Aim of the exercise = Search the data for the word "main" and copy out every line that has it.

(Stored data entries)

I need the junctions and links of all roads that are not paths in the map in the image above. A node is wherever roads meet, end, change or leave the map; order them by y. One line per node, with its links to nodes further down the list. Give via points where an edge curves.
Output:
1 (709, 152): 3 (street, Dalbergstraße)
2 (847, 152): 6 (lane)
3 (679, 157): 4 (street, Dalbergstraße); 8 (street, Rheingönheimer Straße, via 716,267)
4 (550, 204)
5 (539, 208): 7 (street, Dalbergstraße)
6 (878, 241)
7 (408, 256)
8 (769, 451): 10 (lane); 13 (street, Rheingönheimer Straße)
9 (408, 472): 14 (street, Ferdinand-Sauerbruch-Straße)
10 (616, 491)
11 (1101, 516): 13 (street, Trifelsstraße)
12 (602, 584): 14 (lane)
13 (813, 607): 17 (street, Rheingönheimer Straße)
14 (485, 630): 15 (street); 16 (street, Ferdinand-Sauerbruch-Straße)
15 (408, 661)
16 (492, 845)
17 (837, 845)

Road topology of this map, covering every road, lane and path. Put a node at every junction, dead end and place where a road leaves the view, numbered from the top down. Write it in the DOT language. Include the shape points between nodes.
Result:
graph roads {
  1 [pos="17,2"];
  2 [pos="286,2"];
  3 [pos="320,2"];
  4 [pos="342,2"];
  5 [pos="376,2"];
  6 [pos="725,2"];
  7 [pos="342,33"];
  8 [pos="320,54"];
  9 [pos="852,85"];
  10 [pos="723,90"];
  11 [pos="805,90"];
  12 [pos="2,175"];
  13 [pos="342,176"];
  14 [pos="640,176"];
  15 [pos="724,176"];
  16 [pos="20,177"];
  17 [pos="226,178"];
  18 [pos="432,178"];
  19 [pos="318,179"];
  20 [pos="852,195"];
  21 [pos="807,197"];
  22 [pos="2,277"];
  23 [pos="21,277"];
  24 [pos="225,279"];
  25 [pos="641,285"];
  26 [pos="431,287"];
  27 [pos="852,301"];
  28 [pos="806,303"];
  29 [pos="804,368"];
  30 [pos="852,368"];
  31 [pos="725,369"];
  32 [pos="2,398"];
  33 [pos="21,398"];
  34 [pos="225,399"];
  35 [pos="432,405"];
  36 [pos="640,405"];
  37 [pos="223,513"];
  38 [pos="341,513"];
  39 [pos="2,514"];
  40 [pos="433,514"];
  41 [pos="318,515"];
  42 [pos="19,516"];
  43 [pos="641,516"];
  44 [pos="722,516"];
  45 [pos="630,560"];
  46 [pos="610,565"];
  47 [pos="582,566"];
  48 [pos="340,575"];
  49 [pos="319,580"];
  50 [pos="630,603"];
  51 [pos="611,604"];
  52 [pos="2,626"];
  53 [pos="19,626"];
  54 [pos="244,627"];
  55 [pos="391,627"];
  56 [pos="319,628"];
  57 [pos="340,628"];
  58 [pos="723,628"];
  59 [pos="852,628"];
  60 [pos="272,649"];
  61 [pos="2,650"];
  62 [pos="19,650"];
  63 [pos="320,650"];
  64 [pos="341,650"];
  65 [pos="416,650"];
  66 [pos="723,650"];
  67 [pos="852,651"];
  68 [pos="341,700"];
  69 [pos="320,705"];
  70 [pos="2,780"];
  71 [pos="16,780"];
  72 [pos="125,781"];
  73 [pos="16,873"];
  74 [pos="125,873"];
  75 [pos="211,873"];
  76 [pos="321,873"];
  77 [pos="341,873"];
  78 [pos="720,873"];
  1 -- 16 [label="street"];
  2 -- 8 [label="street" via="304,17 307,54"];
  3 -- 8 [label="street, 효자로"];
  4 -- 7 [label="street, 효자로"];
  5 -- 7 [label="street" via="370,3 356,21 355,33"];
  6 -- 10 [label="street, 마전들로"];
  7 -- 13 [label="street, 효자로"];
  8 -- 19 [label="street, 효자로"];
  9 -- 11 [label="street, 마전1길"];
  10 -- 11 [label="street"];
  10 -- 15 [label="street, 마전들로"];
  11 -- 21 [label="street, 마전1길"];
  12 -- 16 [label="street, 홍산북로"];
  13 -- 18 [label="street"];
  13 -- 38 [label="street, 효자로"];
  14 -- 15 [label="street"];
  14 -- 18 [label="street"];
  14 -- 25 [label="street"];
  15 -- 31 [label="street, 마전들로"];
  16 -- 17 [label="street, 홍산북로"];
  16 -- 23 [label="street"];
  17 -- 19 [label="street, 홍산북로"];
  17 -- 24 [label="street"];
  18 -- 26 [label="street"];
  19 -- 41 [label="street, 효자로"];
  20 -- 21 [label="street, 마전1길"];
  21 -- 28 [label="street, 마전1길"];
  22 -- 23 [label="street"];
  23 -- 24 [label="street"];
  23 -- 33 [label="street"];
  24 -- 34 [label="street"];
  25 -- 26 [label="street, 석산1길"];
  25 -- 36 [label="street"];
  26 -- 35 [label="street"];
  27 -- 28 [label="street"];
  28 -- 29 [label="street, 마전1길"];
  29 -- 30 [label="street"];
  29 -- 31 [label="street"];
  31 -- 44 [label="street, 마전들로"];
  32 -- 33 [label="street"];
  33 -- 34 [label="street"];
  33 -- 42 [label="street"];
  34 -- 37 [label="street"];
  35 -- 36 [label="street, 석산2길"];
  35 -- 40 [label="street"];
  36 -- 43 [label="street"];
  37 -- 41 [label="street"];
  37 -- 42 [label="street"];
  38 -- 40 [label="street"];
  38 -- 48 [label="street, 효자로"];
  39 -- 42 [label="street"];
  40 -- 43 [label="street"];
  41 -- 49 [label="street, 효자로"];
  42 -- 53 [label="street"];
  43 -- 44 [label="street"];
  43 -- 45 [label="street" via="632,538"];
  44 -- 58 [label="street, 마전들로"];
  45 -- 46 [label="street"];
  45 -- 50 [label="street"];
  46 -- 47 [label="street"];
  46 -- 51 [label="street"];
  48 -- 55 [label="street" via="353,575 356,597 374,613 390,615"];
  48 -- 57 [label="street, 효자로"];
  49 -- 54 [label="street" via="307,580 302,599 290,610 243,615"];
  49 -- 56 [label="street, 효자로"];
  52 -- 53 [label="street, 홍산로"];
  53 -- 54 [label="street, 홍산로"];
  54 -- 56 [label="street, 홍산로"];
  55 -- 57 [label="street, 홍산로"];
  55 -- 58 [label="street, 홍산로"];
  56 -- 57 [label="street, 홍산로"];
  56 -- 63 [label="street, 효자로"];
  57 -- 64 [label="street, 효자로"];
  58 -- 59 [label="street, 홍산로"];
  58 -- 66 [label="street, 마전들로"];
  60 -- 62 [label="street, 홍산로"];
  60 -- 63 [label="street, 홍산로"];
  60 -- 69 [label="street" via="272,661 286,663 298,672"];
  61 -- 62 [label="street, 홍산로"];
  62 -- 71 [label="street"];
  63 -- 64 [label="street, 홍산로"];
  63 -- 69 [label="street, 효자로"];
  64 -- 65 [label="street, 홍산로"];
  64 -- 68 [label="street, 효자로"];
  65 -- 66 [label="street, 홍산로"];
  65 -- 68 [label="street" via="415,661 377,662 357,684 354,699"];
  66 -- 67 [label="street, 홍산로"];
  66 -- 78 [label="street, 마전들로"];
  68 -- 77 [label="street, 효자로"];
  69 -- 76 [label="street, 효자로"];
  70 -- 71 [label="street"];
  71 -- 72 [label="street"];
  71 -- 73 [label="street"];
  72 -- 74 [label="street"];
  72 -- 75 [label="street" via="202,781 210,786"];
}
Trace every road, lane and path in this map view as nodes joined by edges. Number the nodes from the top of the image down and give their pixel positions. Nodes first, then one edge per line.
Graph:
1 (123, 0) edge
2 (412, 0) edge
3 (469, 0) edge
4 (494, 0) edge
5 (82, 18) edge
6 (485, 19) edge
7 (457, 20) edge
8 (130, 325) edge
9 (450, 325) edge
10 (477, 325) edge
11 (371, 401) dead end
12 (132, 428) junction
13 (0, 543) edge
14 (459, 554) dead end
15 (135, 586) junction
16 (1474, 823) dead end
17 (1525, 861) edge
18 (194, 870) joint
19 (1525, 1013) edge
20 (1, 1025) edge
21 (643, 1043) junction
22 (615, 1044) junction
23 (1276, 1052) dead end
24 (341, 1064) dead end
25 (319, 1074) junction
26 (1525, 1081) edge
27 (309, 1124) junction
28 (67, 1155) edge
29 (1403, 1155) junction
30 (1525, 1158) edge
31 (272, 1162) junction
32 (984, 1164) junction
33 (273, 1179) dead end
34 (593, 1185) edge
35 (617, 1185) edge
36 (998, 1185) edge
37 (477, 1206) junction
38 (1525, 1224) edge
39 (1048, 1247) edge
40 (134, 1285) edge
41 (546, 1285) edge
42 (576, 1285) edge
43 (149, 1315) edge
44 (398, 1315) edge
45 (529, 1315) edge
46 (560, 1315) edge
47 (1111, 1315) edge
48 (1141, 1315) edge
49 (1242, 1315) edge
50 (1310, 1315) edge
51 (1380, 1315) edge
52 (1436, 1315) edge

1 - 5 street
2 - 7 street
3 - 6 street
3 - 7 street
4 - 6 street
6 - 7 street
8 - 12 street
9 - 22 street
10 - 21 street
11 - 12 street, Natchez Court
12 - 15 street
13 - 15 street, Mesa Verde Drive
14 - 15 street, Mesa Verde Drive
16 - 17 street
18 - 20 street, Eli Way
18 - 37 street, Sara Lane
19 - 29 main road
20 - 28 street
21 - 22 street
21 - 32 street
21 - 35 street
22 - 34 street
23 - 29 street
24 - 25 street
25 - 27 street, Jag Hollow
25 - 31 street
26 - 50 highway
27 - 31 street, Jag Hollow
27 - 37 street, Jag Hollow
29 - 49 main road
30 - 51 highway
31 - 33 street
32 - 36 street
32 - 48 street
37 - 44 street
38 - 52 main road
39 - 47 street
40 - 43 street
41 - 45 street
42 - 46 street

Written solution =
19 - 29 main road
29 - 49 main road
38 - 52 main road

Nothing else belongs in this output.